Return each record shown beneath, word for word.

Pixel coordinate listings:
= Beginning of Section =

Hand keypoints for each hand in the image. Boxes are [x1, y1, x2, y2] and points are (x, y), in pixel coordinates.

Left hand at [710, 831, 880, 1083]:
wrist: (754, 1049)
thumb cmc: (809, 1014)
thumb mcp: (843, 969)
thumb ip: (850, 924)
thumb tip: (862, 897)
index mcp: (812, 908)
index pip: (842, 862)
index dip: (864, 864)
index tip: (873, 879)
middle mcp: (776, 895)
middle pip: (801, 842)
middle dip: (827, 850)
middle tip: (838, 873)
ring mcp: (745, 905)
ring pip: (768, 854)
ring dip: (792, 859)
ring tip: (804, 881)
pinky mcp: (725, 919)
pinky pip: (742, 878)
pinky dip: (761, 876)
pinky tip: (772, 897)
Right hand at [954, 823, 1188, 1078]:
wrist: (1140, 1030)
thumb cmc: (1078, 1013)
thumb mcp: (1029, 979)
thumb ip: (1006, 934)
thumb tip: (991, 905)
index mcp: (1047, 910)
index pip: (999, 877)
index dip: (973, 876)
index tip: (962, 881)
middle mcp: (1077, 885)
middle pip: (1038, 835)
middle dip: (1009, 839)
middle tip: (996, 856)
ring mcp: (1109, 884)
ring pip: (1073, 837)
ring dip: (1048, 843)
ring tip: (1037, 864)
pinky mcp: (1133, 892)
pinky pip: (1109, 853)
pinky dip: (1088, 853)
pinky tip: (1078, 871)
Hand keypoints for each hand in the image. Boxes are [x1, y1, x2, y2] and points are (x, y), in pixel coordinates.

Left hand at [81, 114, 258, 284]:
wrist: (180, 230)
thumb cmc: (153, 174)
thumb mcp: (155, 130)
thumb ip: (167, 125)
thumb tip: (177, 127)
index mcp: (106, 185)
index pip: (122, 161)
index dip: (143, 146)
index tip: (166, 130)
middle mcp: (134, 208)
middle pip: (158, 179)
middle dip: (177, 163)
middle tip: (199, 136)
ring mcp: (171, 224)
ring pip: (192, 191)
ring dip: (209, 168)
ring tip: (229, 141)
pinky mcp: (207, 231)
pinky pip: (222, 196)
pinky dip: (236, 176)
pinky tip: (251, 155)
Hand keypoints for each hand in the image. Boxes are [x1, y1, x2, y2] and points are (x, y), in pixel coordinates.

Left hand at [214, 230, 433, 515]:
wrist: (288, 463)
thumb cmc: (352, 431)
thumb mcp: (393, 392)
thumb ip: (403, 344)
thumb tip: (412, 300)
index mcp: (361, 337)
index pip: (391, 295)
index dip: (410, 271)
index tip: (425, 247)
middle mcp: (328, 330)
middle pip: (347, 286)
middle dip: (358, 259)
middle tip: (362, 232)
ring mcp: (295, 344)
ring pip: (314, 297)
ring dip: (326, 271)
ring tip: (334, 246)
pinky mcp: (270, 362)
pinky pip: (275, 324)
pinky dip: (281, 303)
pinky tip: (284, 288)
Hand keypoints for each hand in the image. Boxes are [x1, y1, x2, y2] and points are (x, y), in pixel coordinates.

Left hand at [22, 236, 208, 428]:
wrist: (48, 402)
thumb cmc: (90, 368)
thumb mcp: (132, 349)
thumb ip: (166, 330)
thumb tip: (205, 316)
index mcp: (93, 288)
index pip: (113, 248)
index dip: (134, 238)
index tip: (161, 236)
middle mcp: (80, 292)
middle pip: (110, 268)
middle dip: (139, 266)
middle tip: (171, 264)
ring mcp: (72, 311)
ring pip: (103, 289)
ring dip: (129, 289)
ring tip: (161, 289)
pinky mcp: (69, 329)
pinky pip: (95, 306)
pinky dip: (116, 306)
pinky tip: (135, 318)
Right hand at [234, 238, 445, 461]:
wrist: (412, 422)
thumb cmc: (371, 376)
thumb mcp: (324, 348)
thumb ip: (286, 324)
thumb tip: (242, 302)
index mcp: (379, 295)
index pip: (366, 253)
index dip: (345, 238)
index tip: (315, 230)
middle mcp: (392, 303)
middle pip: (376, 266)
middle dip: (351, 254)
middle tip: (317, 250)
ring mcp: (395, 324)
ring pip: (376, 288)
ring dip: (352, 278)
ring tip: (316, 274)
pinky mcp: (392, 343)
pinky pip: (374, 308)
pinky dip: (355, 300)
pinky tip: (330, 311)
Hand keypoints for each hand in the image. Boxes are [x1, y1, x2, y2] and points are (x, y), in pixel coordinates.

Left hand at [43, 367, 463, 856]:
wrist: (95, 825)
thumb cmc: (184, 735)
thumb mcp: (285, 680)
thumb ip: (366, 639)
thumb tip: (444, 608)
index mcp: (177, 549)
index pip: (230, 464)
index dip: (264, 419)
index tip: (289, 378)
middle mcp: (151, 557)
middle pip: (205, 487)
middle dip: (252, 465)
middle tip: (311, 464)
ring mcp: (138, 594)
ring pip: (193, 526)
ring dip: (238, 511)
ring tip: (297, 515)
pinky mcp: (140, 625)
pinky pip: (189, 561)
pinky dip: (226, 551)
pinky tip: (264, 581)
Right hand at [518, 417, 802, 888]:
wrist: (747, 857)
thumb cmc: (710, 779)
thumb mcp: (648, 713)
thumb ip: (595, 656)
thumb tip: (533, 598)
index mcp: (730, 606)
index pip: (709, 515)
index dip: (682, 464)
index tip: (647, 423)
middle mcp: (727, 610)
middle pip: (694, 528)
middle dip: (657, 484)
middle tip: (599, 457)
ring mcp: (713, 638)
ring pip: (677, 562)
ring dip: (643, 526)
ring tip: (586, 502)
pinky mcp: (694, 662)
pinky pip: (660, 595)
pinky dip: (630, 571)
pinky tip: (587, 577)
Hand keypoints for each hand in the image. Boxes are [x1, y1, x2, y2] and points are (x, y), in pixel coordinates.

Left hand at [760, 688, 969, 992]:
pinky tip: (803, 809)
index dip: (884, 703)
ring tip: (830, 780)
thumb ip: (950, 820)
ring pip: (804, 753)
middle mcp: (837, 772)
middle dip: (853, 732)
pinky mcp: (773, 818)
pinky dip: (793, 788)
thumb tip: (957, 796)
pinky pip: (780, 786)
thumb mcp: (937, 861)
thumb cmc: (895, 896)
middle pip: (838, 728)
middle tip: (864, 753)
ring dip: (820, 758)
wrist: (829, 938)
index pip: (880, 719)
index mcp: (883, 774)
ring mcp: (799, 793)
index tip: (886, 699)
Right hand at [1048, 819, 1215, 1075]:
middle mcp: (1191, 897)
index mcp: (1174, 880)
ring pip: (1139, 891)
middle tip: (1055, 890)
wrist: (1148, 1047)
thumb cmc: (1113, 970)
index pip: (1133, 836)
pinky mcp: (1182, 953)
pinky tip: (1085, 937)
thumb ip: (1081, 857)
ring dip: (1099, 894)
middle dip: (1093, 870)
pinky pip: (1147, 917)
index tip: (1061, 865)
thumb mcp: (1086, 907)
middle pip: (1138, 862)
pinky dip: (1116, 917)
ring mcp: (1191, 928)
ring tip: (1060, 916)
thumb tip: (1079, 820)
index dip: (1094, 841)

= End of Section =

__EXERCISE OUTPUT__
Hand keypoints for each hand in the image. Boxes are [x1, y1, x2, y2] and points are (x, y), in pixel coordinates.

Left hand at [710, 831, 880, 1083]:
wrist: (754, 1049)
thumb cmc: (809, 1014)
thumb mcp: (843, 969)
thumb ip: (850, 924)
thumb tip: (862, 897)
index mcp: (812, 908)
index pip: (842, 862)
index dip: (864, 864)
index tip: (873, 879)
middle mcp: (776, 895)
middle pip: (801, 842)
middle dip: (827, 850)
middle tip: (838, 873)
ring mcp: (745, 905)
ring pip: (768, 854)
ring dip: (792, 859)
ring tip: (804, 881)
pinky mcp: (725, 919)
pinky pip: (742, 878)
pinky dip: (761, 876)
pinky tip: (772, 897)
Right hand at [954, 823, 1188, 1078]:
wrist: (1140, 1030)
thumb cmc: (1078, 1013)
thumb mcp: (1029, 979)
thumb ip: (1006, 934)
thumb tip: (991, 905)
index mcp: (1047, 910)
index pip: (999, 877)
index dip: (973, 876)
index tip: (962, 881)
middle mcp: (1077, 885)
middle pip: (1038, 835)
middle dip: (1009, 839)
middle tip: (996, 856)
ring mcp: (1109, 884)
ring pip: (1073, 837)
ring dip: (1048, 843)
ring tip: (1037, 864)
pinky mcp: (1133, 892)
pinky pip: (1109, 853)
pinky dip: (1088, 853)
pinky tip: (1078, 871)
Hand keypoints for each hand in the image. Boxes are [x1, y1, x2, y2] and points are (x, y), in pixel coordinates.

Left hand at [81, 114, 258, 284]:
wrist: (180, 230)
thumb cmc: (153, 174)
thumb mcp: (155, 130)
thumb ip: (167, 125)
thumb tip: (177, 127)
index mcp: (106, 185)
index pip: (122, 161)
index dip: (143, 146)
index tip: (166, 130)
middle mcp: (134, 208)
middle pip: (158, 179)
middle dip: (177, 163)
middle tip: (199, 136)
ring mcp: (171, 224)
ring pip: (192, 191)
ring dip: (209, 168)
ring tip: (229, 141)
pinky mcp: (207, 231)
pinky pip: (222, 196)
pinky dip: (236, 176)
pinky tip: (251, 155)
Hand keypoints for each hand in the image. Boxes are [x1, y1, x2, y2] and points are (x, y), in pixel coordinates.

Left hand at [214, 230, 433, 515]:
wrist: (288, 463)
thumb cmc: (352, 431)
thumb mcp: (393, 392)
thumb ip: (403, 344)
thumb tip: (412, 300)
index mcp: (361, 337)
index pip: (391, 295)
index dip: (410, 271)
index tip: (425, 247)
middle mcp: (328, 330)
middle pip: (347, 286)
middle dip: (358, 259)
middle tip: (362, 232)
ring mcp: (295, 344)
ring pip: (314, 297)
ring dip: (326, 271)
ring tip: (334, 246)
pinky mcp: (270, 362)
pinky pip: (275, 324)
pinky dip: (281, 303)
pinky tip: (284, 288)
Hand keypoints for each hand in the image. Boxes are [x1, y1, x2, y2] and points are (x, y), in pixel coordinates.

Left hand at [22, 236, 208, 428]:
wrist: (48, 402)
thumb cmc: (90, 368)
thumb mcp: (132, 349)
thumb ip: (166, 330)
thumb tip: (205, 316)
index mcp: (93, 288)
index pip: (113, 248)
index dip: (134, 238)
index tip: (161, 236)
middle mcp: (80, 292)
middle pip: (110, 268)
middle dip: (139, 266)
middle tip: (171, 264)
ring mcp: (72, 311)
ring pip: (103, 289)
ring dip: (129, 289)
ring tip: (161, 289)
pinky mcp: (69, 329)
pinky pip: (95, 306)
pinky dip: (116, 306)
pinky tip: (135, 318)
Right hand at [234, 238, 445, 461]:
wrist: (412, 422)
thumb cmc: (371, 376)
thumb mcp: (324, 348)
thumb ip: (286, 324)
thumb tip: (242, 302)
index mcp: (379, 295)
index pip: (366, 253)
index dip: (345, 238)
index tip: (315, 230)
middle mcp: (392, 303)
middle pip: (376, 266)
middle dip: (351, 254)
middle tip: (317, 250)
ring mcp: (395, 324)
ring pip: (376, 288)
ring dip: (352, 278)
ring tip: (316, 274)
pinky mcp: (392, 343)
pinky pip: (374, 308)
pinky dip: (355, 300)
pinky tip: (330, 311)
Hand keypoints for each hand in the image. Boxes are [x1, y1, x2, y2] and points are (x, y), in pixel coordinates.

Left hand at [43, 367, 463, 856]:
wrist: (95, 825)
thumb cmc: (184, 735)
thumb mcp: (285, 680)
thumb ip: (366, 639)
thumb tip: (444, 608)
index mcp: (177, 549)
index pip: (230, 464)
index dip: (264, 419)
index tip: (289, 378)
middle mcp: (151, 557)
middle pip: (205, 487)
middle dip: (252, 465)
middle tip: (311, 464)
ring mcp: (138, 594)
ring pip: (193, 526)
ring dip: (238, 511)
ring tip: (297, 515)
pinky mcp: (140, 625)
pinky pip: (189, 561)
pinky dip: (226, 551)
pinky tip: (264, 581)
Right hand at [518, 417, 802, 888]:
wrist: (747, 857)
thumb cmc: (710, 779)
thumb mcp: (648, 713)
thumb ip: (595, 656)
thumb tip: (533, 598)
index mcp: (730, 606)
index pip: (709, 515)
index dip: (682, 464)
index tip: (647, 423)
middle mcp: (727, 610)
middle pip: (694, 528)
middle dip: (657, 484)
middle tip: (599, 457)
ring mcp: (713, 638)
ring pip: (677, 562)
ring dip: (643, 526)
ring tip: (586, 502)
pinky mcp: (694, 662)
pinky pip: (660, 595)
pinky dip: (630, 571)
pinky tip: (587, 577)
Hand keypoints for each hand in the image. Boxes are [x1, y1, x2, y2] and points are (x, y), in pixel coordinates.

Left hand at [760, 688, 969, 992]:
pinky tip: (803, 809)
index dip: (884, 703)
ring tip: (830, 780)
thumb ip: (950, 820)
ring pip: (804, 753)
middle mcp: (837, 772)
middle dip: (853, 732)
pinky mcp: (773, 818)
pinky dip: (793, 788)
thumb tip: (957, 796)
pinky pip: (780, 786)
thumb mcp: (937, 861)
thumb cmc: (895, 896)
middle pip: (838, 728)
middle tip: (864, 753)
ring dip: (820, 758)
wrist: (829, 938)
index pip: (880, 719)
index mcp: (883, 774)
ring mcp: (799, 793)
index tip: (886, 699)
Right hand at [1048, 819, 1215, 1075]:
middle mcp: (1191, 897)
index mcp: (1174, 880)
ring pip: (1139, 891)
middle tip: (1055, 890)
wrist: (1148, 1047)
thumb cmc: (1113, 970)
index pip: (1133, 836)
pinky mcp: (1182, 953)
pinky tip: (1085, 937)
thumb ip: (1081, 857)
ring dip: (1099, 894)
middle dip: (1093, 870)
pinky pip: (1147, 917)
index tip: (1061, 865)
thumb mcp: (1086, 907)
middle pip: (1138, 862)
pinky dip: (1116, 917)
ring mcp: (1191, 928)
ring tip: (1060, 916)
thumb tip: (1079, 820)
index dip: (1094, 841)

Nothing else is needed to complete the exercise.